Florida has a number of drug laws on the books. While some of these statutes allow for the legal use of some narcotics, such as prescribed pain medications, most of them prohibit the manufacturing, distribution, possession, and use of illegal drugs.

When individuals are caught breaking these laws they can face serious drug charges. Some of the most severe drug charges are those that involve methamphetamine (meth). Simple possession of the drug is a third degree felony, which could result in a five-year prison sentence upon conviction. If the person is caught with the chemicals needed to manufacture meth and has the intent to do so, then he or she has committed a second-degree felony. This offense could result in a 15-year prison sentence. Those individuals who are convicted of selling meth could face between three and 15 years in prison depending on the amount the person is convicted of selling.
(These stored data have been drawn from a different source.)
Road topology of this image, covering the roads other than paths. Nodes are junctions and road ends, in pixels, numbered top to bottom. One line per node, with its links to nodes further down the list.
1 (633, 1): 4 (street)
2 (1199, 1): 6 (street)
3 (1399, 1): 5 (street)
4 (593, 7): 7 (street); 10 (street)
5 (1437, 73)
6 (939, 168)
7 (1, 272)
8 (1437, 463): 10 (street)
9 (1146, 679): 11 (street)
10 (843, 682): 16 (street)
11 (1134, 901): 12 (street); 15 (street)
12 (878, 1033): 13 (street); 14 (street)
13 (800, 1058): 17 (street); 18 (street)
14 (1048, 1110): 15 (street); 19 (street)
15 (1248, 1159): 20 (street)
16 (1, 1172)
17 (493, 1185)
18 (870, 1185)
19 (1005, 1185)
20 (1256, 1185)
These are very serious potential consequences, and Florida’s prosecutors take meth possession seriously. However, everyone has constitutional rights after being charged with a crime. The most important one is that they are innocent until proven guilty. There are many rules that the police must follow when they stop people and search their person, vehicle, or home. If the police violate these rules then the evidence they gathered during the search could be inadmissible in court. This suppression of evidence could result in serious charges being dropped.

Many people in Florida are charged with meth possession or possession of other types of drugs. These are serious charges, which is why it is important that people know their rights. People are not automatically deemed guilty simply because they are charged. In fact, many accused individuals have good defenses available to them. Consulting with an experienced criminal defense attorney could be very useful to individuals who face these serious charges.